Interestingly, the second Mcoln1 isoform is not seen in humans and the sequence of the alternatively spliced region is not conserved between man and mouse. To date, very few genes have been reported that show species specific alternative splice variants. MOG, myelin/oligodendrocyte glycoprotein, has many different splice variants in humans that are not found in mice . ATP11B, a P-type ATPase, has a rabbit-specific splice variant that deletes a transmembrane domain and therefore likely alters the putative function of the protein . Sequencing of the human genome has led to estimates of approximately 32,000 genes, a total surprise given the previous significantly higher estimates that were based on the number of expressed sequence tags (ESTs) in the public databases. This apparent disparity suggests a major role for alternative splicing in creating genetic complexity, and has brought the study of splicing regulation to the forefront of molecular genetics. It is likely that an abundance of species-specific splice variants will be identified as the characterization of alternatively spliced transcripts progresses.
Materials and methods
We conducted database searches using BLAST http://www.ncbi.nlm.nih.gov/blast and Draft Human Genome Browser http://genome.ucsc.edu/. Sequences from UniGene http://www.ncbi.nlm.nih.gov/UniGene were used to confirm the Mcoln1 sequence. We performed motif searches using ProfileScan http://www.isrec.isb-sib.ch/software/PFSCAN_form.html and TMPred http://www.ch.embnet.org/software/TMPRED_form.html and alignment of protein sequences using Pileup (GCG) and Boxshade http://www.ch.embnet.org/softward/BOX_form.html.

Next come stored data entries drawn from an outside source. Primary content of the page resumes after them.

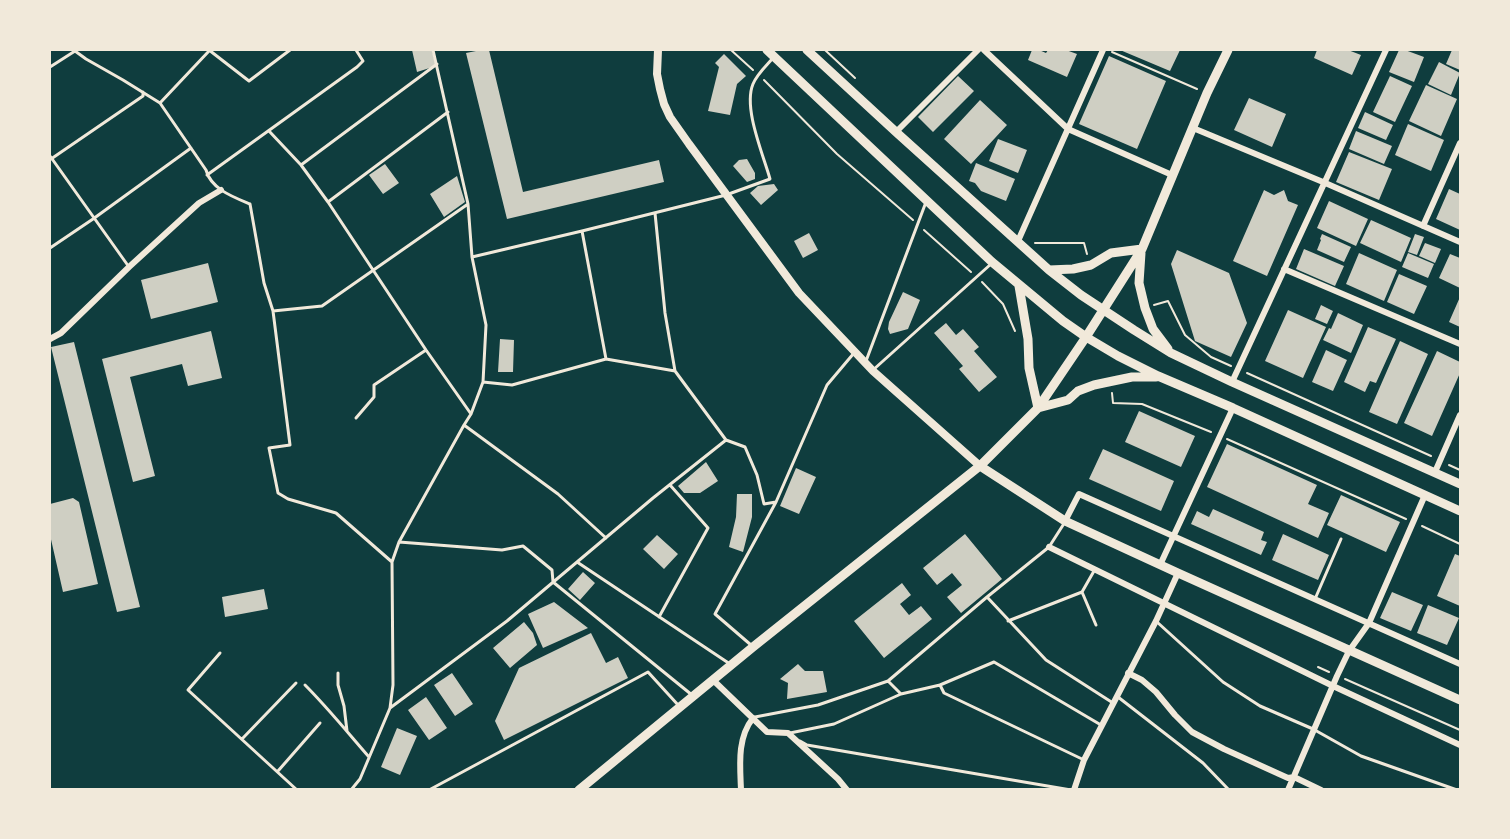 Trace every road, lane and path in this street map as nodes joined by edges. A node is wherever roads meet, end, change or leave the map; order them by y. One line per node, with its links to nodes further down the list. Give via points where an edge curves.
1 (75, 50): 18 (lane); 21 (lane)
2 (210, 50): 3 (lane, via 249,81); 23 (lane)
3 (290, 50)
4 (356, 50): 27 (lane, via 363,62)
5 (434, 50): 17 (lane)
6 (658, 50): 37 (main road, via 657,74 670,117)
7 (731, 50): 19 (path)
8 (807, 50): 28 (main road)
9 (825, 50): 20 (path)
10 (978, 50): 28 (street)
11 (984, 50): 26 (street)
12 (1103, 50): 26 (street)
13 (1228, 50): 22 (main road)
14 (1386, 50): 35 (street)
15 (770, 53): 19 (lane); 38 (main road)
16 (1119, 55): 22 (path)
17 (437, 64): 24 (lane); 32 (lane)
18 (50, 67)
19 (759, 75): 37 (lane, via 750,93 750,109 770,179); 43 (path, via 837,154)
20 (856, 79)
21 (143, 92): 23 (lane); 31 (lane)
22 (1207, 93): 25 (main road)
23 (160, 103): 30 (lane)
24 (447, 112): 39 (lane); 40 (lane)
25 (1192, 128): 34 (main road); 35 (street)
26 (1068, 129): 34 (street); 46 (street)
27 (269, 131): 32 (lane); 33 (lane)
28 (896, 132): 46 (main road)
29 (1461, 143): 44 (street)
30 (191, 148): 33 (lane); 42 (lane)
31 (50, 158): 42 (lane)
32 (301, 165): 39 (lane)
33 (207, 175): 36 (lane)
34 (1172, 175): 49 (main road)
35 (1323, 182): 44 (street); 54 (street)
36 (220, 190): 53 (street, via 199,203); 61 (lane, via 250,204 264,284)
37 (726, 195): 41 (lane); 67 (main road, via 799,293)
38 (927, 200): 43 (lane); 51 (main road)
39 (328, 202): 56 (lane)
40 (468, 204): 50 (lane); 56 (lane)
41 (655, 213): 45 (lane); 73 (lane)
42 (93, 219): 48 (lane); 53 (lane)
43 (917, 224): 57 (path); 70 (lane)
44 (1424, 226): 47 (street)
45 (582, 231): 50 (lane); 69 (lane)
46 (1019, 238): 52 (path, via 1029,243 1084,243); 55 (main road)
47 (1461, 242)
48 (50, 248)
49 (1142, 249): 52 (main road, via 1112,253); 59 (main road, via 1139,284); 60 (main road)
50 (472, 257): 76 (lane, via 486,325)
51 (992, 262): 57 (lane); 58 (main road)
52 (1091, 265): 55 (main road)
53 (129, 267): 63 (street)
54 (1284, 268): 65 (street); 71 (street)
55 (1049, 270): 60 (main road)
56 (373, 272): 61 (lane, via 322,306); 66 (lane)
57 (976, 277): 64 (path, via 1003,304 1014,330); 72 (lane)
58 (1019, 286): 62 (main road); 64 (main road)
59 (1145, 308): 68 (main road, via 1153,329); 71 (path, via 1168,301 1185,335 1211,357)
60 (1103, 310): 62 (main road); 68 (main road)
61 (273, 311): 103 (lane, via 290,445 269,448 278,493 336,513)
62 (1086, 337): 74 (main road); 78 (main road)
63 (50, 339)
64 (1028, 339): 78 (main road, via 1029,368)
65 (1461, 344)
66 (426, 350): 80 (lane); 82 (lane, via 374,385 374,397)
67 (855, 352): 70 (main road); 93 (lane, via 827,385)
68 (1171, 353): 77 (main road)
69 (606, 359): 73 (lane); 76 (lane, via 512,385)
70 (865, 363): 72 (main road)
71 (1238, 369): 77 (street); 86 (path)
72 (873, 370): 87 (main road)
73 (675, 371): 85 (lane)
74 (1158, 376): 75 (main road); 79 (main road)
75 (1109, 381): 78 (main road, via 1078,391 1068,400); 84 (path, via 1113,403 1142,404)
76 (483, 382): 80 (lane)
77 (1232, 382): 89 (main road)
78 (1038, 408): 87 (main road)
79 (1233, 408): 84 (street); 92 (main road)
80 (471, 414): 83 (lane)
81 (1461, 416): 86 (street)
82 (356, 418)
83 (464, 425): 98 (lane, via 558,494); 100 (lane)
84 (1220, 436): 96 (path); 97 (street)
85 (726, 440): 91 (lane); 93 (lane, via 746,447 764,504)
86 (1440, 461): 88 (path); 89 (street)
87 (980, 466): 95 (main road); 118 (main road)
88 (1461, 470)
89 (1435, 472): 90 (main road)
90 (1461, 484)
91 (670, 485): 98 (lane); 113 (lane, via 708,528)
92 (1425, 495): 94 (main road); 96 (street)
93 (776, 502): 118 (lane, via 715,614)
94 (1461, 511)
95 (1065, 521): 97 (street, via 1079,494); 102 (lane); 105 (main road)
96 (1413, 522): 101 (path); 116 (street)
97 (1174, 536): 105 (street); 111 (street)
98 (606, 538): 104 (lane)
99 (1341, 539): 111 (lane)
100 (399, 542): 103 (lane); 108 (lane, via 502,550 523,546 552,570)
101 (1461, 544)
102 (1049, 547): 106 (street); 110 (lane)
103 (392, 562): 136 (lane)
104 (577, 562): 108 (lane); 113 (lane)
105 (1160, 565): 107 (main road)
106 (1095, 570): 109 (lane); 112 (street)
107 (1178, 573): 112 (street); 119 (main road)
108 (554, 582): 132 (lane); 136 (lane)
109 (1082, 592): 114 (lane); 117 (lane)
110 (987, 597): 114 (lane); 126 (lane)
111 (1315, 599): 116 (street)
112 (1163, 603): 115 (street); 130 (street)
113 (659, 617): 122 (lane)
114 (1008, 621): 133 (lane, via 1046,660)
115 (1156, 621): 124 (street); 140 (lane, via 1223,682 1260,706)
116 (1369, 623): 119 (street); 121 (street)
117 (1096, 625)
118 (753, 647): 122 (main road)
119 (1349, 651): 130 (street); 134 (main road)
120 (220, 653): 143 (lane, via 188,690)
121 (1461, 664)
122 (731, 665): 125 (main road)
123 (338, 673): 141 (lane)
124 (1128, 673): 133 (street); 148 (street, via 1142,680 1192,732 1287,778)
125 (713, 680): 132 (main road); 137 (street)
126 (888, 681): 131 (lane); 137 (lane, via 818,705)
127 (296, 683): 143 (lane)
128 (305, 685): 141 (lane)
129 (940, 686): 131 (lane); 139 (lane, via 994,662); 146 (lane, via 944,693)
130 (1333, 686): 140 (street); 144 (street)
131 (901, 694): 142 (lane, via 834,724)
132 (693, 696): 135 (main road)
133 (1114, 700): 139 (street); 156 (lane, via 1203,763)
134 (1461, 700)
135 (680, 707): 151 (lane, via 648,672); 152 (main road)
136 (390, 708): 145 (lane)
137 (753, 718): 142 (street, via 767,732); 153 (street, via 743,736)
138 (321, 723): 147 (lane)
139 (1101, 725): 146 (street)
140 (1313, 729): 148 (street); 159 (lane, via 1361,756)
141 (348, 732): 145 (lane)
142 (788, 734): 154 (street); 155 (lane, via 807,745)
143 (242, 740): 147 (lane)
144 (1461, 745)
145 (369, 757): 150 (lane)
146 (1083, 760): 155 (street)
147 (278, 772): 149 (lane)
148 (1294, 777): 157 (street); 158 (street)
149 (297, 789)
150 (351, 789)
151 (429, 789)
152 (579, 789)
153 (741, 789)
154 (847, 789)
155 (1073, 789)
156 (1229, 789)
157 (1288, 789)
158 (1321, 789)
159 (1457, 789)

I.M.A.G.E. Clones were purchased from Research Genetics (Huntsville, AL). Sequencing was performed using the AmpliCycle sequencing kit from Applied Biosystems (Foster City, CA) on a Genomyx LR programmable DNA sequencer.
BALB/c mouse brain total RNA was purchased from Clontech Laboratories (Palo Alto, CA) and made to a 1 μg / ml concentration. This RNA was used as a template to create cDNA via RT-PCR using random hexamers and oligo dT primer. The RT product was used to confirm the alternatively spliced form using primers: 5'-CATCTACCTGGGCTATTGC-3' (forward) and 5'-GCTCTCAGGTGGTGGACAC-3' (reverse) in a PCR reaction with an annealing temperature of 61°C.
Southern Blot Analysis
Total mouse genomic DNA was digested using EcoRI, BamHI, PstI, and XbaI. The digests were electrophoresed on a 1% agarose gel at 60V overnight and were transferred onto a Hybond N+ membrane from Amersham Pharmacia Biotech (Piscataway, NJ). A 32P-dATP labeled PCR fragment of the Mcoln1 coding region corresponding to exon 2 was used as a probe (primers 5'-CCCCACAGAAGAGGAAGAC-3' (forward) and 5'-AGATCTTGACCACCTGCAG-3' (reverse) with an annealing temperature of 59°C). Hybridization and washes were carried out in standard conditions .
Northern Blot Analysis
Mouse embryo multiple-tissue northern blot and mouse adult multiple-tissue northern blot filters were purchased from Clontech Laboratories (Palo Alto, CA). The filters were hybridized with the 32P-dATP labeled DNA fragment of Mcoln1 coding region corresponding to exon 2 (see above). For the alternative transcript, a probe was generated in the region between exons 12 and 13 with primers 5'-GTGTCCACCACCTGAGAG-3' (forward) and 5'-GAAGTAGCATTCCTGCAGGC-3' (reverse) with an annealing temperature of 62°C. The filters were then hybridized with β-actin probes. Hybridizations and washes were carried out in standard conditions, with the stripping of previously bound probes in between .
This work was supported by grant NS39995.